Working at my previous location, we had a 'comm closet' which housed some networking equipment (some stacked cisco 48p switches, and a pair of 6500's used as core networking/outbound traffic stack). This room had a single air vent which jammed cold air into it, which was appropriate for it's original intent as a mop closet (about 2x2m, but wholly insufficient to house networking equipment. As a result it was usually a bit warm inside. The AC kept it under control however, usually 2-7c over ambient outside the door.
I came in to work one day to hear that comm closet absolutely screaming from the fans, and the whole office was very warm (probably around 45c). Turns out the AC in the building died (backups? what's that?) and that room basically turned into a furnace.
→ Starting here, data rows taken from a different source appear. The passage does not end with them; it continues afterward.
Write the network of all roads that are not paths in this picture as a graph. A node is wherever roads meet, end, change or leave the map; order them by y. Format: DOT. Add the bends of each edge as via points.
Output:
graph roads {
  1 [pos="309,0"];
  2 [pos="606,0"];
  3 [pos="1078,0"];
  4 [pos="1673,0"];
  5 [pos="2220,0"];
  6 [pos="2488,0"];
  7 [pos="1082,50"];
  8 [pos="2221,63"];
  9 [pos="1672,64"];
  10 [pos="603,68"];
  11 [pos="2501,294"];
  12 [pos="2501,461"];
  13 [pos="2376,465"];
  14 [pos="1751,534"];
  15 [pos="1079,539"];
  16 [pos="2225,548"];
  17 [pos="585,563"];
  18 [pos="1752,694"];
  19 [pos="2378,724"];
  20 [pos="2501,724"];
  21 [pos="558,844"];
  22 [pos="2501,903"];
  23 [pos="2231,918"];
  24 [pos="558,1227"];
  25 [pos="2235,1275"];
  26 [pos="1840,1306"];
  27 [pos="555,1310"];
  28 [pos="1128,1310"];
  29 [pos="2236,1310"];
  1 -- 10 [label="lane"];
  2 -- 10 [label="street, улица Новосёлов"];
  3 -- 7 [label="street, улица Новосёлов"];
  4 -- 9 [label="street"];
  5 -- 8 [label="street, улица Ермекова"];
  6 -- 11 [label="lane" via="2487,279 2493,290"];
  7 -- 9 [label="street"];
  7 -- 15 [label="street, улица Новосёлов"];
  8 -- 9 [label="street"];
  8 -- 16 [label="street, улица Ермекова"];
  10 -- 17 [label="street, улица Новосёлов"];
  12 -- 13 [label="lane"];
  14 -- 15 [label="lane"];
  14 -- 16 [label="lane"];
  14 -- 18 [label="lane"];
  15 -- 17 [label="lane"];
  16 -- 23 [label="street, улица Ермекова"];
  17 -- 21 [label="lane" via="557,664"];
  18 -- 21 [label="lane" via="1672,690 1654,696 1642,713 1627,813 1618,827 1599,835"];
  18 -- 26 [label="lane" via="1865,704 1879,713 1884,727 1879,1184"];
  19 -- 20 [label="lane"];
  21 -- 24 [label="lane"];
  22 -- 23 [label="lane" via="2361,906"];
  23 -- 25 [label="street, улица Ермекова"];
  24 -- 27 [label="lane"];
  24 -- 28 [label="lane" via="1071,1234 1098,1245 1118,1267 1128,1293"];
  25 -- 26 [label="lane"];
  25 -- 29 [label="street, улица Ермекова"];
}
Now most equipment has nice overheating features, and cisco is no different, but the way theirs worked was there's a 'shutdown threshold' where above that temp it starts a 5 minute shutdown routine unless the temp drops enough. It's at like 95c or something. Funfortunately, if the temp gets too high it seems to basically hard-lock the system which didn't/doesn't shut it down, it just keeps doing *something* with power to the processing units. These two were sitting like giant hair dryers for a few hours not actually processing data.
The room itself was probably closer to 70c ambient, the cladding on all the cat5 in that room (probably 400 runs of it) was soft to the touch (such that I could just pull it off the cable, much of the bulk became partially fused from that event), and I don't even know what the actual 6500's were sitting at, but I'd guess 120c or higher. Opening that door was seriously like opening an oven.
Amazingly, the building switches were still happily switching away. One of the 6500's dumped its config (? don't know why) but it worked fine after letting the damn case cool off and firing it back up, other one was fine after shutting it down for 10m or so then firing it back up. Nothing caught on fire though!